Autour d’eux et sur eux rôdent les noirs arcanes ;
Leur esprit trouble n’est que terreur dans leur chair ;
Tout leur fait peur, surtout le tonnerre et l’éclair ;
Ils redoutent dans tout des puissances occultes
Qu’ils chargent tour à tour de prière ou d’insultes ;
Et tels, sans feu, sans âme, et n’étant qu’appétits,
La mère derrière elle abritant ses petits,
Derrière lui le mâle abritant la femelle,
Encor près de la brute, ils agissent comme elle.

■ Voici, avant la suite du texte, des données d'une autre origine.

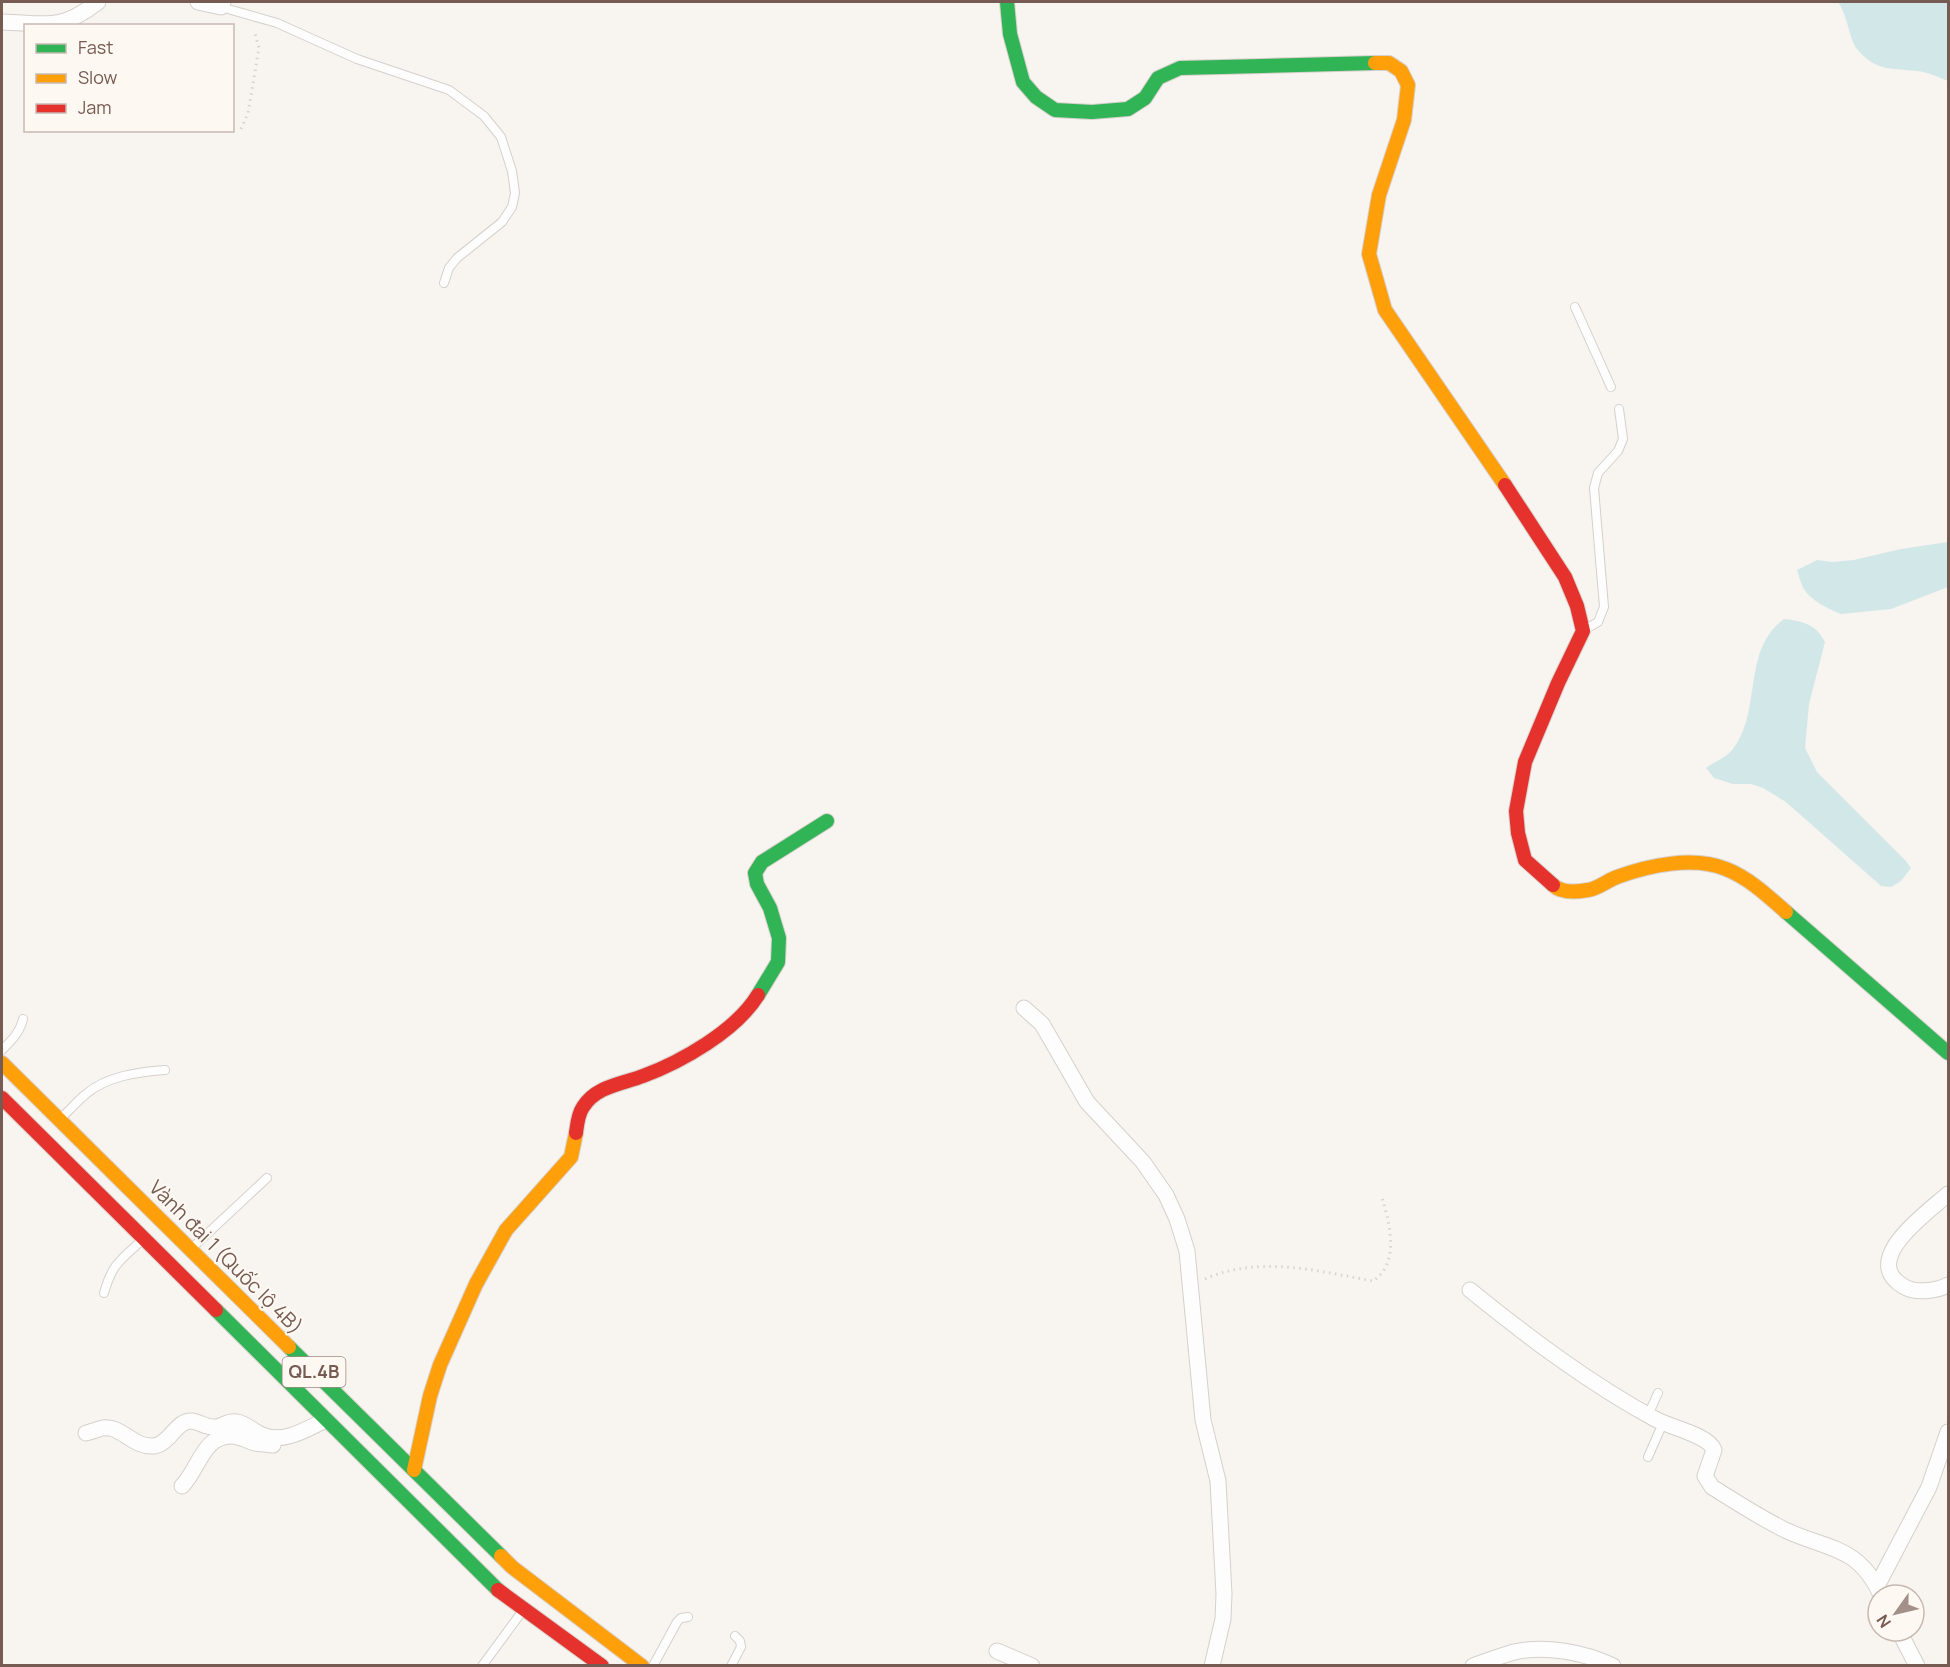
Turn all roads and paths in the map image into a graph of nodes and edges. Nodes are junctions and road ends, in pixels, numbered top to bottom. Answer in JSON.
{"nodes":[{"id":1,"x":98,"y":2,"type":"edge"},
{"id":2,"x":198,"y":2,"type":"edge"},
{"id":3,"x":1007,"y":2,"type":"edge"},
{"id":4,"x":222,"y":4,"type":"edge"},
{"id":5,"x":244,"y":13,"type":"junction"},
{"id":6,"x":2,"y":22,"type":"edge"},
{"id":7,"x":34,"y":24,"type":"edge"},
{"id":8,"x":55,"y":24,"type":"edge"},
{"id":9,"x":241,"y":129,"type":"dead end"},
{"id":10,"x":444,"y":283,"type":"dead end"},
{"id":11,"x":1575,"y":307,"type":"dead end"},
{"id":12,"x":1611,"y":387,"type":"dead end"},
{"id":13,"x":1619,"y":409,"type":"dead end"},
{"id":14,"x":1583,"y":631,"type":"junction"},
{"id":15,"x":827,"y":821,"type":"dead end"},
{"id":16,"x":1024,"y":1008,"type":"dead end"},
{"id":17,"x":23,"y":1019,"type":"dead end"},
{"id":18,"x":2,"y":1050,"type":"edge"},
{"id":19,"x":1948,"y":1053,"type":"edge"},
{"id":20,"x":2,"y":1063,"type":"edge"},
{"id":21,"x":165,"y":1070,"type":"dead end"},
{"id":22,"x":2,"y":1098,"type":"edge"},
{"id":23,"x":59,"y":1120,"type":"junction"},
{"id":24,"x":267,"y":1178,"type":"dead end"},
{"id":25,"x":1948,"y":1194,"type":"edge"},
{"id":26,"x":1382,"y":1198,"type":"dead end"},
{"id":27,"x":143,"y":1239,"type":"junction"},
{"id":28,"x":190,"y":1250,"type":"junction"},
{"id":29,"x":1948,"y":1285,"type":"edge"},
{"id":30,"x":1191,"y":1286,"type":"junction"},
{"id":31,"x":1470,"y":1290,"type":"dead end"},
{"id":32,"x":104,"y":1293,"type":"dead end"},
{"id":33,"x":1658,"y":1393,"type":"dead end"},
{"id":34,"x":1648,"y":1415,"type":"junction"},
{"id":35,"x":329,"y":1423,"type":"junction"},
{"id":36,"x":1663,"y":1423,"type":"junction"},
{"id":37,"x":1948,"y":1432,"type":"edge"},
{"id":38,"x":86,"y":1433,"type":"dead end"},
{"id":39,"x":1648,"y":1457,"type":"dead end"},
{"id":40,"x":414,"y":1470,"type":"junction"},
{"id":41,"x":182,"y":1486,"type":"dead end"},
{"id":42,"x":1874,"y":1583,"type":"edge"},
{"id":43,"x":1883,"y":1583,"type":"edge"},
{"id":44,"x":532,"y":1598,"type":"junction"},
{"id":45,"x":688,"y":1617,"type":"dead end"},
{"id":46,"x":735,"y":1636,"type":"dead end"},
{"id":47,"x":1905,"y":1643,"type":"edge"},
{"id":48,"x":997,"y":1651,"type":"dead end"},
{"id":49,"x":482,"y":1665,"type":"edge"},
{"id":50,"x":602,"y":1665,"type":"edge"},
{"id":51,"x":642,"y":1665,"type":"edge"},
{"id":52,"x":653,"y":1665,"type":"edge"},
{"id":53,"x":731,"y":1665,"type":"edge"},
{"id":54,"x":1032,"y":1665,"type":"edge"},
{"id":55,"x":1212,"y":1665,"type":"edge"},
{"id":56,"x":1473,"y":1665,"type":"edge"},
{"id":57,"x":1613,"y":1665,"type":"edge"},
{"id":58,"x":1917,"y":1665,"type":"edge"}],
"edges":[{"from":1,"to":8,"type":"street"},
{"from":2,"to":4,"type":"street"},
{"from":3,"to":14,"type":"main road"},
{"from":4,"to":5,"type":"lane"},
{"from":5,"to":9,"type":"path"},
{"from":5,"to":10,"type":"lane"},
{"from":6,"to":7,"type":"street"},
{"from":11,"to":12,"type":"lane"},
{"from":13,"to":14,"type":"lane"},
{"from":14,"to":19,"type":"main road"},
{"from":15,"to":40,"type":"main road"},
{"from":16,"to":30,"type":"street"},
{"from":17,"to":18,"type":"lane"},
{"from":20,"to":23,"type":"main road","name":"Vành đai 1 (Quốc lộ 4B)","number":"QL.4B"},
{"from":21,"to":23,"type":"lane"},
{"from":22,"to":27,"type":"main road","name":"Vành đai 1 (Quốc lộ 4B)","number":"QL.4B"},
{"from":23,"to":28,"type":"main road","name":"Vành đai 1 (Quốc lộ 4B)","number":"QL.4B"},
{"from":24,"to":28,"type":"lane"},
{"from":25,"to":29,"type":"street"},
{"from":26,"to":30,"type":"path"},
{"from":27,"to":32,"type":"lane"},
{"from":27,"to":35,"type":"main road","name":"Vành đai 1 (Quốc lộ 4B)","number":"QL.4B"},
{"from":28,"to":40,"type":"main road","name":"Vành đai 1 (Quốc lộ 4B)","number":"QL.4B"},
{"from":30,"to":55,"type":"street"},
{"from":31,"to":34,"type":"street"},
{"from":33,"to":34,"type":"lane"},
{"from":34,"to":36,"type":"street"},
{"from":35,"to":38,"type":"street"},
{"from":35,"to":41,"type":"street"},
{"from":35,"to":44,"type":"main road","name":"Vành đai 1 (Quốc lộ 4B)","number":"QL.4B"},
{"from":36,"to":39,"type":"lane"},
{"from":36,"to":42,"type":"street"},
{"from":37,"to":43,"type":"street"},
{"from":40,"to":44,"type":"main road","name":"Vành đai 1 (Quốc lộ 4B)","number":"QL.4B"},
{"from":44,"to":49,"type":"lane"},
{"from":44,"to":50,"type":"main road","name":"Vành đai 1 (Quốc lộ 4B)","number":"QL.4B"},
{"from":44,"to":51,"type":"main road","name":"Vành đai 1 (Quốc lộ 4B)","number":"QL.4B"},
{"from":45,"to":52,"type":"lane"},
{"from":46,"to":53,"type":"lane"},
{"from":47,"to":58,"type":"street"},
{"from":48,"to":54,"type":"street"},
{"from":56,"to":57,"type":"street"}]}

Ils élèvent pourtant un regard envieux
Vers les astres, qui sont consolans à leurs yeux,
Car la lune changeante et l’étoile lointaine
Font paraître l’affreuse nuit moins incertaine,
Et le soleil, en les réchauffant, réjouit
Les vivans effarés qu’épouvanta la nuit.


II


Là-haut, les immortels, brutes supérieures,
En buvant, en mangeant, charment le cours des heures ;
Ils vivent dans leur ciel, sur de vagues sommets,
Dominant l’homme vil, ne le plaignant jamais ;
Quoique toujours repus, ils sont durs et farouches ;
La foudre arme leurs poings, l’injure arme leurs bouches ;
Ils sont fiers de n’avoir jamais ni soif ni faim ;
Ils règnent, forts, méchans et beaux, — heureux enfin.